Work instructions.
Please find the lines in the entries below that contain the word "Fama", and copy each one.
------ Available records ------
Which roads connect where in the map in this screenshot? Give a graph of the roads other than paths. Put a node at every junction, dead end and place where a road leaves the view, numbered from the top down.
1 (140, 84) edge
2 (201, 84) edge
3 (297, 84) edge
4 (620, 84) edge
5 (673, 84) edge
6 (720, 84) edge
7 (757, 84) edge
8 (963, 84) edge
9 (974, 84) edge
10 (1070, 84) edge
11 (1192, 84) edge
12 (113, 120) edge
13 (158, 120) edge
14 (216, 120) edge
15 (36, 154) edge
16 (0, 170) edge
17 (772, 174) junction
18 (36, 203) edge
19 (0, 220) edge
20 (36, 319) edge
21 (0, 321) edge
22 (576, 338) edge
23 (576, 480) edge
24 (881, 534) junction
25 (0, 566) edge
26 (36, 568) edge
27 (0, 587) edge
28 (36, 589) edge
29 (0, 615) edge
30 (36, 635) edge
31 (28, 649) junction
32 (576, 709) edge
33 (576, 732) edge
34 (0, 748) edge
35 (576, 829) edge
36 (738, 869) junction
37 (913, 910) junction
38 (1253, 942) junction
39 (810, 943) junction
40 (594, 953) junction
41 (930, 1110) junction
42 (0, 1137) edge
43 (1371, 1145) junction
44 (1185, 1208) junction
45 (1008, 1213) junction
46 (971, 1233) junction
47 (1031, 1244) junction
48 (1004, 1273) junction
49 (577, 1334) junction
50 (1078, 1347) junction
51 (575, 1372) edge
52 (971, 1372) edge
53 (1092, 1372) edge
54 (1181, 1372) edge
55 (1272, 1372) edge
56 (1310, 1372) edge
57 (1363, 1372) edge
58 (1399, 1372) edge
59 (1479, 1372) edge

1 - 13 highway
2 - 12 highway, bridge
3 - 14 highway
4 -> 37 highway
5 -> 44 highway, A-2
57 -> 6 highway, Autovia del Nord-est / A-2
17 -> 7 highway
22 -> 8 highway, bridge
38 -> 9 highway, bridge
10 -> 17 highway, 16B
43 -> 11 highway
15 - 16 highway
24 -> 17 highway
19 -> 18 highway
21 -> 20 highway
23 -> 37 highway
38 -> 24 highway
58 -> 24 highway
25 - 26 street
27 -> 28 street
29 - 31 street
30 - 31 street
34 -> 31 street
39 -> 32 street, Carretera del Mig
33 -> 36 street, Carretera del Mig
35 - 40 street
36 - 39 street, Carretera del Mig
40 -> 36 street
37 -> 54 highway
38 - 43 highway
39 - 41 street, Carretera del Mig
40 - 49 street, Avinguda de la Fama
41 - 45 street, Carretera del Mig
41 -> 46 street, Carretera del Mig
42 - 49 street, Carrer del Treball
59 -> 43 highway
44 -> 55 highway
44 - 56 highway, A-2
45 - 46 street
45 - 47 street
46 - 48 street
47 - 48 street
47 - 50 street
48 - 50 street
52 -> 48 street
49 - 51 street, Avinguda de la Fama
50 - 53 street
------
Response area.
40 - 49 street, Avinguda de la Fama
49 - 51 street, Avinguda de la Fama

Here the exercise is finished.